Suddenly Mr. Royall pushed back his seat, and one of
the maple branches in front of the harmonium collapsed
with a crash. It uncovered the end of the first row
and in one of the seats Charity saw Harney, and in the
next a lady whose face was turned toward him, and
almost hidden by the brim of her drooping hat. Charity
did not need to see the face. She knew at a glance the
slim figure, the fair hair heaped up under the hat-
brim, the long pale wrinkled gloves with bracelets
slipping over them. At the fall of the branch Miss
Balch turned her head toward the stage, and in her
pretty thin-lipped smile there lingered the reflection
of something her neighbour had been whispering to
her....
Someone came forward to replace the fallen branch, and
Miss Balch and Harney were once more hidden.
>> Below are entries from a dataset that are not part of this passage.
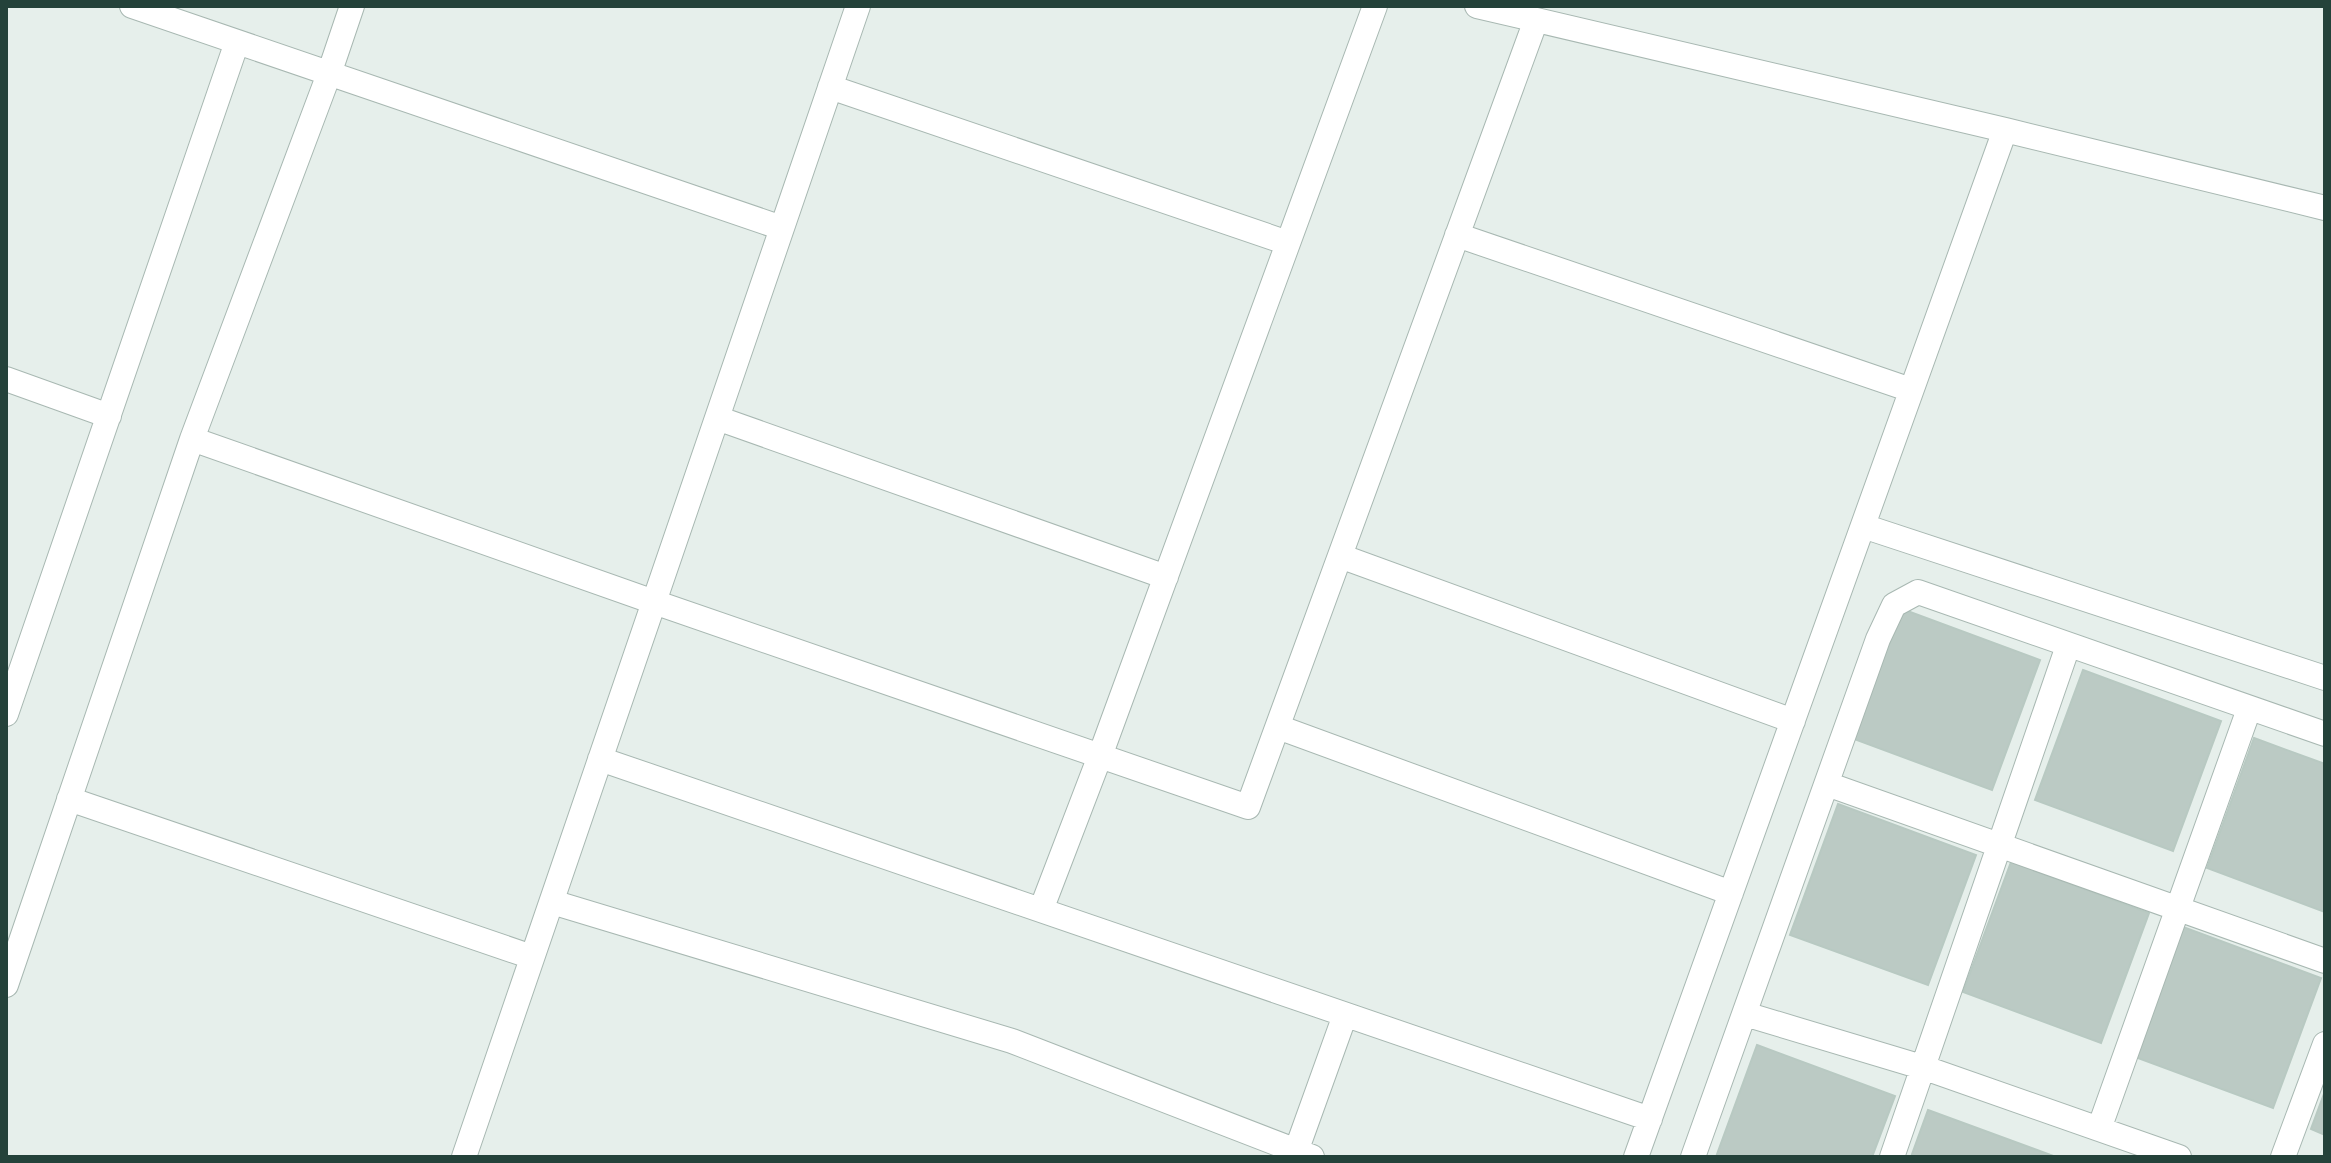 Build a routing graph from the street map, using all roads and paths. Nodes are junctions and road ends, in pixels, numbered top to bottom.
1 (132, 6) edge
2 (352, 6) edge
3 (858, 6) edge
4 (1375, 6) edge
5 (1477, 6) edge
6 (1536, 20) junction
7 (237, 42) junction
8 (329, 74) junction
9 (830, 87) junction
10 (2005, 130) junction
11 (2325, 208) edge
12 (782, 228) junction
13 (1457, 235) junction
14 (1288, 243) junction
15 (6, 379) edge
16 (1911, 390) junction
17 (109, 416) junction
18 (717, 418) junction
19 (192, 439) junction
20 (1863, 526) junction
21 (1340, 556) junction
22 (1166, 577) junction
23 (654, 602) junction
24 (2068, 646) junction
25 (2325, 678) edge
26 (2249, 709) junction
27 (6, 714) edge
28 (1793, 721) junction
29 (1278, 727) junction
30 (2325, 734) edge
31 (1100, 756) junction
32 (600, 759) junction
33 (1827, 784) junction
34 (69, 799) junction
35 (1999, 844) junction
36 (1731, 893) junction
37 (552, 902) junction
38 (2178, 907) junction
39 (1041, 910) junction
40 (532, 957) junction
41 (2325, 961) edge
42 (6, 985) edge
43 (1745, 1014) junction
44 (1345, 1015) junction
45 (2325, 1044) edge
46 (1925, 1068) junction
47 (1650, 1119) junction
48 (2110, 1140) edge
49 (1301, 1155) edge
50 (464, 1157) edge
51 (1636, 1157) edge
52 (1693, 1157) edge
53 (1892, 1157) edge
54 (2179, 1157) edge
55 (2283, 1157) edge

1 - 7 street
2 - 8 street
3 - 9 street
4 - 14 street
5 - 6 street
6 - 10 street
6 - 13 street
7 - 8 street
7 - 17 street
8 - 12 street
8 - 19 street
9 - 12 street
9 - 14 street
10 - 11 street
10 - 16 street
12 - 18 street
13 - 16 street
13 - 21 street
14 - 22 street
15 - 17 street
16 - 20 street
17 - 27 street
18 - 22 street
18 - 23 street
19 - 23 street
19 - 34 street
20 - 25 street
20 - 28 street
21 - 28 street
21 - 29 street
22 - 31 street
23 - 31 street
23 - 32 street
24 - 26 street
24 - 33 street
24 - 35 street
26 - 30 street
26 - 38 street
28 - 36 street
29 - 31 street
29 - 36 street
31 - 39 street
32 - 37 street
32 - 39 street
33 - 35 street
33 - 43 street
34 - 40 street
34 - 42 street
35 - 38 street
35 - 46 street
36 - 47 street
37 - 40 street
37 - 49 street
38 - 41 street
38 - 48 street
39 - 44 street
40 - 50 street
43 - 46 street
43 - 52 street
44 - 47 street
44 - 49 street
45 - 55 street
46 - 48 street
46 - 53 street
47 - 51 street
48 - 54 street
But to
Charity the vision of their two faces had blotted
out everything. In a flash they had shown her the bare
reality of her situation. Behind the frail screen of
her lover's caresses was the whole inscrutable mystery
of his life: his relations with other people--with
other women--his opinions, his prejudices, his
principles, the net of influences and interests and
ambitions in which every man's life is entangled. Of
all these she knew nothing, except what he had told her
of his architectural aspirations. She had always dimly
guessed him to be in touch with important people,
involved in complicated relations--but she felt it all
to be so far beyond her understanding that the whole
subject hung like a luminous mist on the farthest verge
of her thoughts. In the foreground, hiding all else,
there was the glow of his presence, the light and
shadow of his face, the way his short-sighted eyes, at
her approach, widened and deepened as if to draw her
down into them; and, above all, the flush of youth and
tenderness in which his words enclosed her.
Now she saw him detached from her, drawn back into the
unknown, and whispering to another girl things that
provoked the same smile of mischievous complicity he
had so often called to her own lips. The feeling
possessing her was not one of jealousy: she was too
sure of his love. It was rather a terror of the
unknown, of all the mysterious attractions that must
even now be dragging him away from her, and of her own
powerlessness to contend with them.
She had given him all she had--but what was it compared
to the other gifts life held for him? She understood
now the case of girls like herself to whom this kind of
thing happened. They gave all they had, but their all
was not enough: it could not buy more than a few
moments....
The heat had grown suffocating--she felt it descend on
her in smothering waves, and the faces in the crowded
hall began to dance like the pictures flashed on the
screen at Nettleton. For an instant Mr. Royall's
countenance detached itself from the general blur. He
had resumed his place in front of the harmonium, and
sat close to her, his eyes on her face; and his look
seemed to pierce to the very centre of her confused
sensations....A feeling of physical sickness rushed
over her--and then deadly apprehension. The light of
the fiery hours in the little house swept back on her
in a glare of fear....
She forced herself to look away from her guardian,
and became aware that the oratory of the Hatchard
cousin had ceased, and that Mr. Miles was again
flapping his wings. Fragments of his peroration
floated through her bewildered brain...."A rich harvest
of hallowed memories....A sanctified hour to which, in
moments of trial, your thoughts will prayerfully
return....And now, O Lord, let us humbly and fervently
give thanks for this blessed day of reunion, here in
the old home to which we have come back from so far.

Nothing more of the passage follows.